Update....

We got home from Atlanta on Tuesday. It was an awesome appointment with our new favorite doctor. We found out a LOT of info and ways to help L. First of all, I have to say, her new Mito dr. is wonderful!! She has the most caring, compassionate, and loving spirit of any dr. we have ever met with. She has a true heart and soul for helping people. She spent 2 hours with us helping us help L. I have been telling everyone what an answer to prayer she is. She answers my emails within a couple of hours also. We walked away from our appointment with such peace having someone on our side to help L. It has been a huge relief to know she is walking along with us through this journey. She is the best!!!
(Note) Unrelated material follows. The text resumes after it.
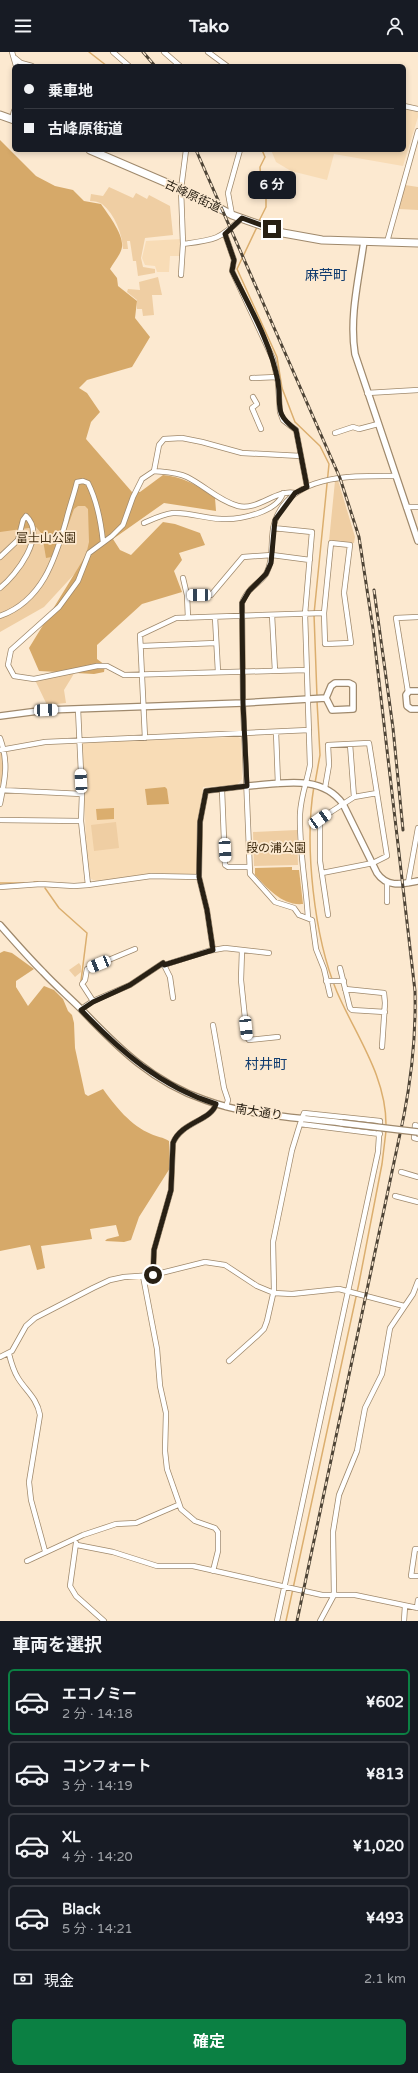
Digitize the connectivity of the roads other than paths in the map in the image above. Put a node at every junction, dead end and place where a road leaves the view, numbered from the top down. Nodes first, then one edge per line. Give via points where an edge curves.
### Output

Here is what we learned at the appointment:
L has an official clinical diagnosis of Mitochondrial Disease. She is no longer mild but is now in the middle of the spectrum with symptoms and progression.  Our job is to keep her as stable and well as possible. This does include quite a bit of supplements and medicines. The dr.explained it so well to us. Everyone is at a baseline of mitochondrial function. During times of sickness and physical stress, most people's body can tolerate that stress fine. People with Mito cannot jump to the next line of stress without a lot of support for their systems. Her systems would begin to shut down without this extra support. We have seen her gut do this when she is sick or her body is under any kind of stress. She will now be on daily medicine for her abdominal migraines to cut down on the stress of those on her body. Another thing we will be doing is giving her corn starch mixed with water at night to keep her blood sugar up at night. We have been checking it and it is very low in the mornings so this should help keep it stable. The dr. is also going to be doing some testing. We hope to find out what complexes she has from these Buccal swabs. She is also going to be running blood tests every 6 months to see where L is in progression. The dr. also gave us protocols for school next year, the ER, and for surgical procedures if we need them. We will Skype with her in 6 months and return to Atlanta in a year. If she begins progressing fast, we will return to Atlanta before a year. She is going to work with our Pediatrician here when L is sick or in the hospital. She also wants L to see a Cardiologist to check her heart since a lot of Mito patients have heart issues. We may also go see a GI dr. for L's motility issues. We are going to Duke for her Dermatologist appointment on the 22nd. The dr. said her rash/hives could be autoimmune so she said it's a good idea to go ahead and get it checked out. We asked about her red dye reaction also and she said what could be going on is that the red dye is causing an inflammatory response in her brain.  She also said we need to keep her electrolytes up because she's having Autonomic symptoms such as purple skin and heat intolerance. The fluids and electrolytes should help with that. We also have a plan for pain management for her pain. We covered quite a bit in those two hours. 

It was a great trip. She has had a few abdominal migraines and fatigue the past few days. Right now we're using Zofran until we get her daily medication. We're trying to get her the rest she needs but she's still really tired. She's also really thirsty lately so we're trying to keep up with her fluids. I"m thinking it's the heat but we're keeping an eye on her. If she starts looking worse, I'll probably take her in to her ped.

I think that's it. I'll try and update again soon.